> [Data provided]
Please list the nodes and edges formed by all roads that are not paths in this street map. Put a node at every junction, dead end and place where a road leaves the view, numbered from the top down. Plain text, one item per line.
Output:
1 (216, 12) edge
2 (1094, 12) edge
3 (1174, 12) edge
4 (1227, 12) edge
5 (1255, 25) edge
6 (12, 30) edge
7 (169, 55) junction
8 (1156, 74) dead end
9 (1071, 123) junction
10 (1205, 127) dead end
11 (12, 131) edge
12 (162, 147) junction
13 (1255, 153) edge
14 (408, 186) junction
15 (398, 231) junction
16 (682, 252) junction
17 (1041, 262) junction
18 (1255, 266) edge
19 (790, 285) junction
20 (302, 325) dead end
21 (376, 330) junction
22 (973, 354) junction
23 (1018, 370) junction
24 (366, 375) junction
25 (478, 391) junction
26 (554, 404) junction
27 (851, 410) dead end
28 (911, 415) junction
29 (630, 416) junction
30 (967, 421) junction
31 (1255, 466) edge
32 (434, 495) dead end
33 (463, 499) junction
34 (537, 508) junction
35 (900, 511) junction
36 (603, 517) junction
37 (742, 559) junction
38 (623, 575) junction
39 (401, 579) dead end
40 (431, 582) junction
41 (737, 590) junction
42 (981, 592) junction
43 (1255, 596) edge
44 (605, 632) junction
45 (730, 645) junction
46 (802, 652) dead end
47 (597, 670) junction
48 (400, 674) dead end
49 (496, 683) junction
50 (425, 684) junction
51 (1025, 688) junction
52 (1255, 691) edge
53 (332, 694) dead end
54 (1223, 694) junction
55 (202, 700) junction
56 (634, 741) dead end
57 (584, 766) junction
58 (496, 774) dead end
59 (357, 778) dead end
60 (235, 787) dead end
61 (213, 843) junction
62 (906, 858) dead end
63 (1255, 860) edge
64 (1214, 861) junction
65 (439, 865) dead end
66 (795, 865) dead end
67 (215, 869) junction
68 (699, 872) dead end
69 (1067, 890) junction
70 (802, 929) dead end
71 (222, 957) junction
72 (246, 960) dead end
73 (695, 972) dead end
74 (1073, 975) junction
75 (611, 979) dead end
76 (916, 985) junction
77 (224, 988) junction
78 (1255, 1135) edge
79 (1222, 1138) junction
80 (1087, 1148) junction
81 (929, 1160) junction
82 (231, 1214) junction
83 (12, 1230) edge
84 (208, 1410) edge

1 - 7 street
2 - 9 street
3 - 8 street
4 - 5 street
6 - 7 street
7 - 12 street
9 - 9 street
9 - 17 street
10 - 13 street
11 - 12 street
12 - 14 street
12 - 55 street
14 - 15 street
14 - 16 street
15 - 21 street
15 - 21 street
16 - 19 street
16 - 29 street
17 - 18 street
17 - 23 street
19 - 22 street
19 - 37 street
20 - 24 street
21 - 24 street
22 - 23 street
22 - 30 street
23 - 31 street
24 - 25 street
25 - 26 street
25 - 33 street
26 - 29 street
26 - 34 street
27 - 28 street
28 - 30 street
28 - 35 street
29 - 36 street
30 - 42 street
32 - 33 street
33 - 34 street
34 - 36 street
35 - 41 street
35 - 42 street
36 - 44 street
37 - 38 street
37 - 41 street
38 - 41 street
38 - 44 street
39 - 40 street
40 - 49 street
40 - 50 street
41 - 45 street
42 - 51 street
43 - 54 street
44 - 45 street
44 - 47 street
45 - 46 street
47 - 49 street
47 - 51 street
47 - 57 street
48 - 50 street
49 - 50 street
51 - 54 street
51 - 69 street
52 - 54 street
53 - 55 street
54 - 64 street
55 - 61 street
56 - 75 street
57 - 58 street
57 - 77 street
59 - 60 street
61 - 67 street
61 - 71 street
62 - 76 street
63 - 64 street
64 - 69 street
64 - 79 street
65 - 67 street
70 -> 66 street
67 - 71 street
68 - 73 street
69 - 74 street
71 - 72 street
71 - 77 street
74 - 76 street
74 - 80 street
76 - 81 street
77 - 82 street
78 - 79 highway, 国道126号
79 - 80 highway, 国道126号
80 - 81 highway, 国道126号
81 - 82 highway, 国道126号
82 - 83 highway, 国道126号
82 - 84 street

> [What you will do] All lines holding the word "highway" must be found in the listing and copied.

> [Solution to the problem]
78 - 79 highway, 国道126号
79 - 80 highway, 国道126号
80 - 81 highway, 国道126号
81 - 82 highway, 国道126号
82 - 83 highway, 国道126号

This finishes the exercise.